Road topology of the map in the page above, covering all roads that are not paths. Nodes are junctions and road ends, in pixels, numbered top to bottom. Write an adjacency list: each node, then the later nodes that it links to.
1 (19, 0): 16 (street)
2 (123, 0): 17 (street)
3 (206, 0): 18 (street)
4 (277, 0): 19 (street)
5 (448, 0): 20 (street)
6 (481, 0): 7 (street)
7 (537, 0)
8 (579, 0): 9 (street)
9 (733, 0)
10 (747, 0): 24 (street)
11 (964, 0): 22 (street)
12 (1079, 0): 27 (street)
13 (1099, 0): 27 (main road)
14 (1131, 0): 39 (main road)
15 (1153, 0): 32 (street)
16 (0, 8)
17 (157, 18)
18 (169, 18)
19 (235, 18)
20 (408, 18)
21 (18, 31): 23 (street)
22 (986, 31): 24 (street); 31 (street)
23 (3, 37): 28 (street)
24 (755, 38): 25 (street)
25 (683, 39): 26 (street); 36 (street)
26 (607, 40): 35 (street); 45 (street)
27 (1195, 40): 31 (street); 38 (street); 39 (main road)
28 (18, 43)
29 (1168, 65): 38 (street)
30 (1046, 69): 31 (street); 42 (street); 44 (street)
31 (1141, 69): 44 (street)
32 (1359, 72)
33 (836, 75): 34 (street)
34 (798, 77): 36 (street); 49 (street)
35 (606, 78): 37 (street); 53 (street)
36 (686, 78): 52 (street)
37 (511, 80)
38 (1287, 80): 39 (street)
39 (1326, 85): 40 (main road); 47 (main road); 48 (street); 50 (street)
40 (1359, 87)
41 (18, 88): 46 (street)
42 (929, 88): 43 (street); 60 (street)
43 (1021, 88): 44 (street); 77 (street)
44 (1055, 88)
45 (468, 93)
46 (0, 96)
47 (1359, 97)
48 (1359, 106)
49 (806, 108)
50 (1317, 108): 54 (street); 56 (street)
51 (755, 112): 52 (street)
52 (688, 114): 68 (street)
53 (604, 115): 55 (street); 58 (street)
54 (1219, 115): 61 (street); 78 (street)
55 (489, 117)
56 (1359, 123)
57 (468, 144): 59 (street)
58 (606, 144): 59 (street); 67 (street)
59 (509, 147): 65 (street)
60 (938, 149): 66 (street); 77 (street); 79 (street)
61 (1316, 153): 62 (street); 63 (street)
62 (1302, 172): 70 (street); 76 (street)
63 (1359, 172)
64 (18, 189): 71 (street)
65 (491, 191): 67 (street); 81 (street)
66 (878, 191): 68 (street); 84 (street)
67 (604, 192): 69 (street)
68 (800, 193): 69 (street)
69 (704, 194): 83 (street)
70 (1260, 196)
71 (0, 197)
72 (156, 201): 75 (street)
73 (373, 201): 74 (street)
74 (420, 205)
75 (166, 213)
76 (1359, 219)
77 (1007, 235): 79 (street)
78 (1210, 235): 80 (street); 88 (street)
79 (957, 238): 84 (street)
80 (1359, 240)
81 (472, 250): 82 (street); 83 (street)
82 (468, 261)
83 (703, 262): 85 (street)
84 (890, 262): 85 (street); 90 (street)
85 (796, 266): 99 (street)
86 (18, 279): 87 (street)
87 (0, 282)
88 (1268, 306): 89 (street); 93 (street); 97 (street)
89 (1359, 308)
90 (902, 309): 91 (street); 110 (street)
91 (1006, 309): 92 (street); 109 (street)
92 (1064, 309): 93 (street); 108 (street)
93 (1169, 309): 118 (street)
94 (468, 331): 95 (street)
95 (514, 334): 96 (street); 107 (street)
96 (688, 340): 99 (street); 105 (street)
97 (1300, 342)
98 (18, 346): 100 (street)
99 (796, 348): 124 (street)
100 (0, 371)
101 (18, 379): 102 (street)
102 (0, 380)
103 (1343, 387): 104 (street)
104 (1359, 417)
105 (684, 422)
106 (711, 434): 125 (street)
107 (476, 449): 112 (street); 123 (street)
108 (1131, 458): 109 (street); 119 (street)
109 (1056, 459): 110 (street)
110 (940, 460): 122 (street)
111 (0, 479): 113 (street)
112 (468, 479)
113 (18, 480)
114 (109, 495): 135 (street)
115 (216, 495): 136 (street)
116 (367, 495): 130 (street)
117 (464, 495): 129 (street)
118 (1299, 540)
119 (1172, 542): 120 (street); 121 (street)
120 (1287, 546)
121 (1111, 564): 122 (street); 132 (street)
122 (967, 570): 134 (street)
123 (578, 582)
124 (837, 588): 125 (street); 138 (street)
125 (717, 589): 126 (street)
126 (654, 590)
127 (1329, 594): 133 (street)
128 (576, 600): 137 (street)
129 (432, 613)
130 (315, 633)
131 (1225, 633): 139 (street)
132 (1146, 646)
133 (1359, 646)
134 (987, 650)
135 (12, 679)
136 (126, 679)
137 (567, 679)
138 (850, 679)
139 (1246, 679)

## What is expected
Write the data out once more, exactly as it was given.

## Task result
Road topology of the map in the page above, covering all roads that are not paths. Nodes are junctions and road ends, in pixels, numbered top to bottom. Write an adjacency list: each node, then the later nodes that it links to.
1 (19, 0): 16 (street)
2 (123, 0): 17 (street)
3 (206, 0): 18 (street)
4 (277, 0): 19 (street)
5 (448, 0): 20 (street)
6 (481, 0): 7 (street)
7 (537, 0)
8 (579, 0): 9 (street)
9 (733, 0)
10 (747, 0): 24 (street)
11 (964, 0): 22 (street)
12 (1079, 0): 27 (street)
13 (1099, 0): 27 (main road)
14 (1131, 0): 39 (main road)
15 (1153, 0): 32 (street)
16 (0, 8)
17 (157, 18)
18 (169, 18)
19 (235, 18)
20 (408, 18)
21 (18, 31): 23 (street)
22 (986, 31): 24 (street); 31 (street)
23 (3, 37): 28 (street)
24 (755, 38): 25 (street)
25 (683, 39): 26 (street); 36 (street)
26 (607, 40): 35 (street); 45 (street)
27 (1195, 40): 31 (street); 38 (street); 39 (main road)
28 (18, 43)
29 (1168, 65): 38 (street)
30 (1046, 69): 31 (street); 42 (street); 44 (street)
31 (1141, 69): 44 (street)
32 (1359, 72)
33 (836, 75): 34 (street)
34 (798, 77): 36 (street); 49 (street)
35 (606, 78): 37 (street); 53 (street)
36 (686, 78): 52 (street)
37 (511, 80)
38 (1287, 80): 39 (street)
39 (1326, 85): 40 (main road); 47 (main road); 48 (street); 50 (street)
40 (1359, 87)
41 (18, 88): 46 (street)
42 (929, 88): 43 (street); 60 (street)
43 (1021, 88): 44 (street); 77 (street)
44 (1055, 88)
45 (468, 93)
46 (0, 96)
47 (1359, 97)
48 (1359, 106)
49 (806, 108)
50 (1317, 108): 54 (street); 56 (street)
51 (755, 112): 52 (street)
52 (688, 114): 68 (street)
53 (604, 115): 55 (street); 58 (street)
54 (1219, 115): 61 (street); 78 (street)
55 (489, 117)
56 (1359, 123)
57 (468, 144): 59 (street)
58 (606, 144): 59 (street); 67 (street)
59 (509, 147): 65 (street)
60 (938, 149): 66 (street); 77 (street); 79 (street)
61 (1316, 153): 62 (street); 63 (street)
62 (1302, 172): 70 (street); 76 (street)
63 (1359, 172)
64 (18, 189): 71 (street)
65 (491, 191): 67 (street); 81 (street)
66 (878, 191): 68 (street); 84 (street)
67 (604, 192): 69 (street)
68 (800, 193): 69 (street)
69 (704, 194): 83 (street)
70 (1260, 196)
71 (0, 197)
72 (156, 201): 75 (street)
73 (373, 201): 74 (street)
74 (420, 205)
75 (166, 213)
76 (1359, 219)
77 (1007, 235): 79 (street)
78 (1210, 235): 80 (street); 88 (street)
79 (957, 238): 84 (street)
80 (1359, 240)
81 (472, 250): 82 (street); 83 (street)
82 (468, 261)
83 (703, 262): 85 (street)
84 (890, 262): 85 (street); 90 (street)
85 (796, 266): 99 (street)
86 (18, 279): 87 (street)
87 (0, 282)
88 (1268, 306): 89 (street); 93 (street); 97 (street)
89 (1359, 308)
90 (902, 309): 91 (street); 110 (street)
91 (1006, 309): 92 (street); 109 (street)
92 (1064, 309): 93 (street); 108 (street)
93 (1169, 309): 118 (street)
94 (468, 331): 95 (street)
95 (514, 334): 96 (street); 107 (street)
96 (688, 340): 99 (street); 105 (street)
97 (1300, 342)
98 (18, 346): 100 (street)
99 (796, 348): 124 (street)
100 (0, 371)
101 (18, 379): 102 (street)
102 (0, 380)
103 (1343, 387): 104 (street)
104 (1359, 417)
105 (684, 422)
106 (711, 434): 125 (street)
107 (476, 449): 112 (street); 123 (street)
108 (1131, 458): 109 (street); 119 (street)
109 (1056, 459): 110 (street)
110 (940, 460): 122 (street)
111 (0, 479): 113 (street)
112 (468, 479)
113 (18, 480)
114 (109, 495): 135 (street)
115 (216, 495): 136 (street)
116 (367, 495): 130 (street)
117 (464, 495): 129 (street)
118 (1299, 540)
119 (1172, 542): 120 (street); 121 (street)
120 (1287, 546)
121 (1111, 564): 122 (street); 132 (street)
122 (967, 570): 134 (street)
123 (578, 582)
124 (837, 588): 125 (street); 138 (street)
125 (717, 589): 126 (street)
126 (654, 590)
127 (1329, 594): 133 (street)
128 (576, 600): 137 (street)
129 (432, 613)
130 (315, 633)
131 (1225, 633): 139 (street)
132 (1146, 646)
133 (1359, 646)
134 (987, 650)
135 (12, 679)
136 (126, 679)
137 (567, 679)
138 (850, 679)
139 (1246, 679)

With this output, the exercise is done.